» **Task objective**
Find the lines below that contain the string "roads". Copy each one.

» **Excerpted records**
········

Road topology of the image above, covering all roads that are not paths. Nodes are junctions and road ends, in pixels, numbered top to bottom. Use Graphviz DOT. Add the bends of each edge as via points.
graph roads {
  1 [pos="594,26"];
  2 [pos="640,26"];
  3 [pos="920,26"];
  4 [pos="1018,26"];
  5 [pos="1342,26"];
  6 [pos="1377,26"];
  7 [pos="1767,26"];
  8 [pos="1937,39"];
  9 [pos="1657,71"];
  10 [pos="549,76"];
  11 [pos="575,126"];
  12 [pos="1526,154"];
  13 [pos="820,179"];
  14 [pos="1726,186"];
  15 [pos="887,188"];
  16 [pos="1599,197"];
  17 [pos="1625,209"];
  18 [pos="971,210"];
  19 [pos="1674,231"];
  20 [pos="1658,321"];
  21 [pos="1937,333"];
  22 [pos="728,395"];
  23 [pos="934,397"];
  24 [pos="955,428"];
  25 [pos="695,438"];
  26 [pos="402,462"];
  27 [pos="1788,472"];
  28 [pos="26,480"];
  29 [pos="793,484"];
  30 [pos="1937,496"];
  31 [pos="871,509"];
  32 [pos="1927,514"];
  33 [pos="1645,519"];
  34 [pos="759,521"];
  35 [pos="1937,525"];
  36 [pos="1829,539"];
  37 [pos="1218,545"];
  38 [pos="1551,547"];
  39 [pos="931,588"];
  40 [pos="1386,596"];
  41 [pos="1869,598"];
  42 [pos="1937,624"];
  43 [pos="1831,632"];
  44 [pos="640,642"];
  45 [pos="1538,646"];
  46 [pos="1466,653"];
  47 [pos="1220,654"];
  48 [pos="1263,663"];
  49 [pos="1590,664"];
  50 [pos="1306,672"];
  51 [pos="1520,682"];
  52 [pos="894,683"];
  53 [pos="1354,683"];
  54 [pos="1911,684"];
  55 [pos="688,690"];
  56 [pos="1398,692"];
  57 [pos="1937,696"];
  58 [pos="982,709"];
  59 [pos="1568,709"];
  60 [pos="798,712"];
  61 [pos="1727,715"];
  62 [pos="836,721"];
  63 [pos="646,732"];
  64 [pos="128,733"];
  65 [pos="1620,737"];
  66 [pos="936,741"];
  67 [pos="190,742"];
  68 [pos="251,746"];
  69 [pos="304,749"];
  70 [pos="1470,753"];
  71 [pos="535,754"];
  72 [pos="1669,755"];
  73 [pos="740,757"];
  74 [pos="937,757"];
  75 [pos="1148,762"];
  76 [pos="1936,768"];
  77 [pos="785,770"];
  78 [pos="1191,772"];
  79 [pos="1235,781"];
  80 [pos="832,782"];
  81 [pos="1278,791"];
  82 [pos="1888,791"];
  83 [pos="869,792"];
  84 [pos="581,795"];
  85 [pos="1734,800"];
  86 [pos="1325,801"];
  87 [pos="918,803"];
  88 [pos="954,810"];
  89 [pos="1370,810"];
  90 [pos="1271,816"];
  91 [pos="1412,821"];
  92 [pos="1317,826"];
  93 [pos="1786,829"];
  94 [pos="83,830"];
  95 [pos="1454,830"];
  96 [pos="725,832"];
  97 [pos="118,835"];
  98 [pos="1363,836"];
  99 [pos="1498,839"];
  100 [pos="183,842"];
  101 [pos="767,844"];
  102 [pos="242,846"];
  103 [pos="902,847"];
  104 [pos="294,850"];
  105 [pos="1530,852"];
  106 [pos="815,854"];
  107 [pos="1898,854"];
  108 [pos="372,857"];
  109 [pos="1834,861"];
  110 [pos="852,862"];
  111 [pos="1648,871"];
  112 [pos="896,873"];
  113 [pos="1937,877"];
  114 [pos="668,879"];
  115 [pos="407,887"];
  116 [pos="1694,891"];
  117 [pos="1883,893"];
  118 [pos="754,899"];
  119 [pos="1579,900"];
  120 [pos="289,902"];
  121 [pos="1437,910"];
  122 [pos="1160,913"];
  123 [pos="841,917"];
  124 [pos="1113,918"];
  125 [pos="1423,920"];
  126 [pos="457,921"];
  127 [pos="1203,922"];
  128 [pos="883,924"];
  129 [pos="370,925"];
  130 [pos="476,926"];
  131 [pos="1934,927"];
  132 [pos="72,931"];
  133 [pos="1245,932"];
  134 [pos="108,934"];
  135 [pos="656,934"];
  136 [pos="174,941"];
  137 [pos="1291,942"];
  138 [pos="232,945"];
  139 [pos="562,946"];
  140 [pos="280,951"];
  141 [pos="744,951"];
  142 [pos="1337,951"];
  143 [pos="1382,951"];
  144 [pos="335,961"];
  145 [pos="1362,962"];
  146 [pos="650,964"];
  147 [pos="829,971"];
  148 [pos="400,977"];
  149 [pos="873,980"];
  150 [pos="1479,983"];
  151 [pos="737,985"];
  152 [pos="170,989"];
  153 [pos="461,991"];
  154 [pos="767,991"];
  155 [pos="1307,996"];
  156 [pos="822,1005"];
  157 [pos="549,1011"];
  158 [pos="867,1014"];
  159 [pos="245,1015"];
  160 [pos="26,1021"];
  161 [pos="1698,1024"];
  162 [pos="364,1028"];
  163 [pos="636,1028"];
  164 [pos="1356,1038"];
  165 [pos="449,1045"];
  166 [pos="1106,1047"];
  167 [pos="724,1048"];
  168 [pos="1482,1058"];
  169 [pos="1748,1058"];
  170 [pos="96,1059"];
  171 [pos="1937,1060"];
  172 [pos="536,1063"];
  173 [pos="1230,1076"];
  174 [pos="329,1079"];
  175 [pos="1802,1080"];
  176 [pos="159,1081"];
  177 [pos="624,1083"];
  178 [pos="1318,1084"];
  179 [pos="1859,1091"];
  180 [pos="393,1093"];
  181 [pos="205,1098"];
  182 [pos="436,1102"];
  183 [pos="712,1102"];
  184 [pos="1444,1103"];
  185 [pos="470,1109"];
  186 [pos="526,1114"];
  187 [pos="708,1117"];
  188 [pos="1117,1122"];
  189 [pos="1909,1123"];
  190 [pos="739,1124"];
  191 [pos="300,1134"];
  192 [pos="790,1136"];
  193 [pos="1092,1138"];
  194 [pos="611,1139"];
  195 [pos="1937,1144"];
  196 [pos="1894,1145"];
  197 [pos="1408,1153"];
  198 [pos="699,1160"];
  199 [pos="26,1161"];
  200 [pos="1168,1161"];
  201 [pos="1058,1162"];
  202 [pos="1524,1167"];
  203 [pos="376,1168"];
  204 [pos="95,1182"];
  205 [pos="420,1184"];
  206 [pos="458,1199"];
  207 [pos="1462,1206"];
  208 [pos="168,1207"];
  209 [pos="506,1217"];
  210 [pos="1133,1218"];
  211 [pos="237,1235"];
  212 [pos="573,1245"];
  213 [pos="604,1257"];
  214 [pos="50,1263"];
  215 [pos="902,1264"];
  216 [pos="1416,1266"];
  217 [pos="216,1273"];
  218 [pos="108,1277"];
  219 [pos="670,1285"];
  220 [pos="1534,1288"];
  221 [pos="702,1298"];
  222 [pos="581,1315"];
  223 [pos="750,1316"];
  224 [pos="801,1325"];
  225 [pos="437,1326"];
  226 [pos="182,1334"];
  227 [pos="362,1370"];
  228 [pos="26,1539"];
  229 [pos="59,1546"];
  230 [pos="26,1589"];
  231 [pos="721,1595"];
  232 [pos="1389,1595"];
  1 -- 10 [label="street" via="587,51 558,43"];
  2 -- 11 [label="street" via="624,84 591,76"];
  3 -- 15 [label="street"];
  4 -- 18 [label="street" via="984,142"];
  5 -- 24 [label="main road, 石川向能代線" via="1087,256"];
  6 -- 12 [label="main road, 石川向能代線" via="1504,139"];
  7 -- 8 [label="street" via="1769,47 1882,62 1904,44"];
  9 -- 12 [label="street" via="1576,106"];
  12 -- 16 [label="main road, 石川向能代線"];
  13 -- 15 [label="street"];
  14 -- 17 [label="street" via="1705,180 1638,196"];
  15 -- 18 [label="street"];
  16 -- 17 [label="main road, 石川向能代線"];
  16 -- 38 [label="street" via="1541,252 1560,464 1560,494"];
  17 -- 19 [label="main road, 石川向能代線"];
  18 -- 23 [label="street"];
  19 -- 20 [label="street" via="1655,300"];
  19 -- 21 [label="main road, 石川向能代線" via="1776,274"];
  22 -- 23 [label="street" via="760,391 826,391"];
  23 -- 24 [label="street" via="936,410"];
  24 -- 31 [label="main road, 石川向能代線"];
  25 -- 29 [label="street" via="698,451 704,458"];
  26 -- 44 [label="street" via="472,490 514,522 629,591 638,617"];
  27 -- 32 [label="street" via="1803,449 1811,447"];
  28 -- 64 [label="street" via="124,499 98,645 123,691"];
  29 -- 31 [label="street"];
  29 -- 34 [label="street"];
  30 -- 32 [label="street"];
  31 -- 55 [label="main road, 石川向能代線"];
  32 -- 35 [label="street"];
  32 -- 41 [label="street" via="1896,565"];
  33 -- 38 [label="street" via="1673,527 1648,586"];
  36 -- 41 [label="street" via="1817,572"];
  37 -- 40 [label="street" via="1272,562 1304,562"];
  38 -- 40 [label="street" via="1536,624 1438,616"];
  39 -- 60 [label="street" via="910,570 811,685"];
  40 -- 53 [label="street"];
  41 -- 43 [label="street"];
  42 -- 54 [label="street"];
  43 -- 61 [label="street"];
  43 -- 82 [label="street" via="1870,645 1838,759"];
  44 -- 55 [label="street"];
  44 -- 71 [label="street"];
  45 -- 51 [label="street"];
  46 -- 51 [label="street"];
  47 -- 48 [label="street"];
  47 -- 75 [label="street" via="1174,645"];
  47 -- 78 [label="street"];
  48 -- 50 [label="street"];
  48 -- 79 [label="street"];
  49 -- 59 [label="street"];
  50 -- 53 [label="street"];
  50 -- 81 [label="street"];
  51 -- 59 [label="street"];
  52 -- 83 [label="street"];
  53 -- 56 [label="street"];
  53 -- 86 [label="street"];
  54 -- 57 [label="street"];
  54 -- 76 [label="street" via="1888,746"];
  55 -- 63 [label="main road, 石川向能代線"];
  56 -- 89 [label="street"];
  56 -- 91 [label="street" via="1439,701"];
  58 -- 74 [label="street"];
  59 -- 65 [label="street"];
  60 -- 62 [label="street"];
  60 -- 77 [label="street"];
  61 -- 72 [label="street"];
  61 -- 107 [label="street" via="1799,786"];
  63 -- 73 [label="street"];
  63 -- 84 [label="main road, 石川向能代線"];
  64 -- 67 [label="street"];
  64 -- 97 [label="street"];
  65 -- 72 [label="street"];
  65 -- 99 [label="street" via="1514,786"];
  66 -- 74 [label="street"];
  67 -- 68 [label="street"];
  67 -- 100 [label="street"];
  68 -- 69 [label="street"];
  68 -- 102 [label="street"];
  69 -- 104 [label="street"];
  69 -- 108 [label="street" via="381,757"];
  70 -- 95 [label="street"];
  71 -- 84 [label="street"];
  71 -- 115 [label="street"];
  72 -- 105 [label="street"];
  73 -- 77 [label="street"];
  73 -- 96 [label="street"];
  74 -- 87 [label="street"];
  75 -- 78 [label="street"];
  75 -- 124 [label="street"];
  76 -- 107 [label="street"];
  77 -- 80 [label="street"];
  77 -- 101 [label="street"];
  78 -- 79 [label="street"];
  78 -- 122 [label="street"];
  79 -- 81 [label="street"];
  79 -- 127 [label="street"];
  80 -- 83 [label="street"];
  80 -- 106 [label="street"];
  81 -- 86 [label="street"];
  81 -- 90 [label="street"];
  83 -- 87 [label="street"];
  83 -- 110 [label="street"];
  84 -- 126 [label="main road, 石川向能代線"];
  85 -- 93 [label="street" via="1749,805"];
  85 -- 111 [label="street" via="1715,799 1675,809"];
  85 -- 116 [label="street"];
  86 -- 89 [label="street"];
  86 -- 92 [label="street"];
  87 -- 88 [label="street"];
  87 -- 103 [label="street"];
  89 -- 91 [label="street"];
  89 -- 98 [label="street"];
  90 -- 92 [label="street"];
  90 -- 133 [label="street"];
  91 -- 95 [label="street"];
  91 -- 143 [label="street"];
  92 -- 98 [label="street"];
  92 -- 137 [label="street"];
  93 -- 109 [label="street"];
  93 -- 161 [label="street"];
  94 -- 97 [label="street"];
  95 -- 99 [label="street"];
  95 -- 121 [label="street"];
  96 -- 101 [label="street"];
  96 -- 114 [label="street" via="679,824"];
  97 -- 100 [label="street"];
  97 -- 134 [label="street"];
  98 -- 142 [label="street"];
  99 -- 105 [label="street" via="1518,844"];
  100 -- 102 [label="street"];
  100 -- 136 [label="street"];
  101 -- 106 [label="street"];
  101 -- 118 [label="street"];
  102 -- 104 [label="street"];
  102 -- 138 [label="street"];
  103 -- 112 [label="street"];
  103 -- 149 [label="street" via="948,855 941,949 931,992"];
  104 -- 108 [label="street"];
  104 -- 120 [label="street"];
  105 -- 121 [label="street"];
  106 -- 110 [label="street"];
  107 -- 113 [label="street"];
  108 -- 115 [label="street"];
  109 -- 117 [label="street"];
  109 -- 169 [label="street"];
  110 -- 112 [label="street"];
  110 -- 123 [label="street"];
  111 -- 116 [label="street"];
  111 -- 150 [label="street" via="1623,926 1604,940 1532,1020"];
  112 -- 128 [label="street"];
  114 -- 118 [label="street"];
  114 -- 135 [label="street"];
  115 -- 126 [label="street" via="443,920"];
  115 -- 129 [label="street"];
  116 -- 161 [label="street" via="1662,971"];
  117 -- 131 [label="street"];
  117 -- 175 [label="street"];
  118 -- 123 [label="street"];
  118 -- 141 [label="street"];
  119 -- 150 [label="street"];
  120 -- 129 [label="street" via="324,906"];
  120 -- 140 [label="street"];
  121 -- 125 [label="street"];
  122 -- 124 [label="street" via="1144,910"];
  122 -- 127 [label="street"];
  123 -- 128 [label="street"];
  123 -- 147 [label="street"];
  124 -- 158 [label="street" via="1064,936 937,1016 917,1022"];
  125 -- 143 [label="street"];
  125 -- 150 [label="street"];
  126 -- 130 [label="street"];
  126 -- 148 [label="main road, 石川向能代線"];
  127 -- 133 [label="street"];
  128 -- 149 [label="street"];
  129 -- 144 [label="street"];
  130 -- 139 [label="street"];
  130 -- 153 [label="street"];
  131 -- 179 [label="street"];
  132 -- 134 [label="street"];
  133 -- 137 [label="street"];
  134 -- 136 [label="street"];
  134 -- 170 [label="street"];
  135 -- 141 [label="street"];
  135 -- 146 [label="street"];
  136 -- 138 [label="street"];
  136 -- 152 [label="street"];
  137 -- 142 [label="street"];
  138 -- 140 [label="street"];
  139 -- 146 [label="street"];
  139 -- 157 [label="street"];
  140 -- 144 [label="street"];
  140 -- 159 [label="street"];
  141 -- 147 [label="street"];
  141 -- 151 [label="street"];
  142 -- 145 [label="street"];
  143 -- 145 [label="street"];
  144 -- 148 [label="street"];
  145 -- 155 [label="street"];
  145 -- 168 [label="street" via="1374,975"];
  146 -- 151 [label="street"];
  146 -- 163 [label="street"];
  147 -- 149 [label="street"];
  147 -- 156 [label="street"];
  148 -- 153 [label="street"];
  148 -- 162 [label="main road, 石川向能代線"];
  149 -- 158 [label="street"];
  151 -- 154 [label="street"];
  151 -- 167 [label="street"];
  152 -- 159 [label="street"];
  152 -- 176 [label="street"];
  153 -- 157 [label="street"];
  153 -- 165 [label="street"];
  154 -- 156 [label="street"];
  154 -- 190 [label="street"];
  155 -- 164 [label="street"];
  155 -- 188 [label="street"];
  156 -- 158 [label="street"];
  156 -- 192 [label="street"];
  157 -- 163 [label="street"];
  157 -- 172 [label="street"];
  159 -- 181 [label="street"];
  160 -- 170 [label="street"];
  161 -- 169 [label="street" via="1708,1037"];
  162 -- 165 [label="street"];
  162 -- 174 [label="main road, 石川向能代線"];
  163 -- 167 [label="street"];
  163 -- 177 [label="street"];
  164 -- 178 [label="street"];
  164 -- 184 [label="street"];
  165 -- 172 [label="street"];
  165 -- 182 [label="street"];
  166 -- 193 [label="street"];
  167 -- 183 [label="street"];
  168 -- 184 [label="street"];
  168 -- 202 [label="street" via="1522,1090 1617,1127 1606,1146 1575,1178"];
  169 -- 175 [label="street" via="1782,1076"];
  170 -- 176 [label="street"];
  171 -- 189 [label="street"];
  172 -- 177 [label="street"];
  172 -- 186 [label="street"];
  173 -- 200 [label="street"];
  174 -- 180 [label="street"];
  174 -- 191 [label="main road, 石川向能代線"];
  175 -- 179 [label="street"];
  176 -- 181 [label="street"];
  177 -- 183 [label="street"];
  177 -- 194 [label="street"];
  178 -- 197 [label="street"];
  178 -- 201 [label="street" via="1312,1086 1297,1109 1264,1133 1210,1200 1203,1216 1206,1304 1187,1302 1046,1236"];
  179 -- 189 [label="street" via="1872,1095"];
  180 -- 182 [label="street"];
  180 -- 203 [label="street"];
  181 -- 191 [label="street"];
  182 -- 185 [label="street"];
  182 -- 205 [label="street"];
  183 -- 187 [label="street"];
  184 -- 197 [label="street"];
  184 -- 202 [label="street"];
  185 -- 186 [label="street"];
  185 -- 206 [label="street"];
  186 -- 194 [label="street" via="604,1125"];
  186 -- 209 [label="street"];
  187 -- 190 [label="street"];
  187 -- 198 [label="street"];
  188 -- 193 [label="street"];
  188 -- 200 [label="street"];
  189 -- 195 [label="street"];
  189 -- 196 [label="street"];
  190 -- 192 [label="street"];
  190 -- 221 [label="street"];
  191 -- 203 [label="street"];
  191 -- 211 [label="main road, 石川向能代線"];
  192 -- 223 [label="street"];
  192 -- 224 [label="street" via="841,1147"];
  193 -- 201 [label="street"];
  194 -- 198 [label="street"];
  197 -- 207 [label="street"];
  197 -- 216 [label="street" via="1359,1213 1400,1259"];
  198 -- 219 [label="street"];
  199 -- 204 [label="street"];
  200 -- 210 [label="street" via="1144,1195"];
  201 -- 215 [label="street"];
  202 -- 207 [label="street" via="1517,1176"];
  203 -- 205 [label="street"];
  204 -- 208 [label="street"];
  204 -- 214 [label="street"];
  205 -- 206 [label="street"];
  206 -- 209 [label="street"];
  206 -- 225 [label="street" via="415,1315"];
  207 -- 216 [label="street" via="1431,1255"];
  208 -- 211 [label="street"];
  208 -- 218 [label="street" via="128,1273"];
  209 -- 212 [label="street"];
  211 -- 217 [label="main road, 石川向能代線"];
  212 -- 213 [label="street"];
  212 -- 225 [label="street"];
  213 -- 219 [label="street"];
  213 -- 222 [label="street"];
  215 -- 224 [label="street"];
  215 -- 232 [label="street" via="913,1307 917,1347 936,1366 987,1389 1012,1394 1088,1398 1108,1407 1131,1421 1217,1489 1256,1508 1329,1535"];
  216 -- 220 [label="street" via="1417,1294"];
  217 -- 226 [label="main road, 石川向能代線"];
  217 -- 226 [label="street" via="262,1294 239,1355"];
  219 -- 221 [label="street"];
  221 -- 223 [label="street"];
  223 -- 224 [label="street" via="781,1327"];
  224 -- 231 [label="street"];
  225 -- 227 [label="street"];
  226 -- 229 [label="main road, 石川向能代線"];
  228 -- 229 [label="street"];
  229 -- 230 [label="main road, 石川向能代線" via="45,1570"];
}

········

» **Exercise output**
Road topology of the image above, covering all roads that are not paths. Nodes are junctions and road ends, in pixels, numbered top to bottom. Use Graphviz DOT. Add the bends of each edge as via points.
graph roads {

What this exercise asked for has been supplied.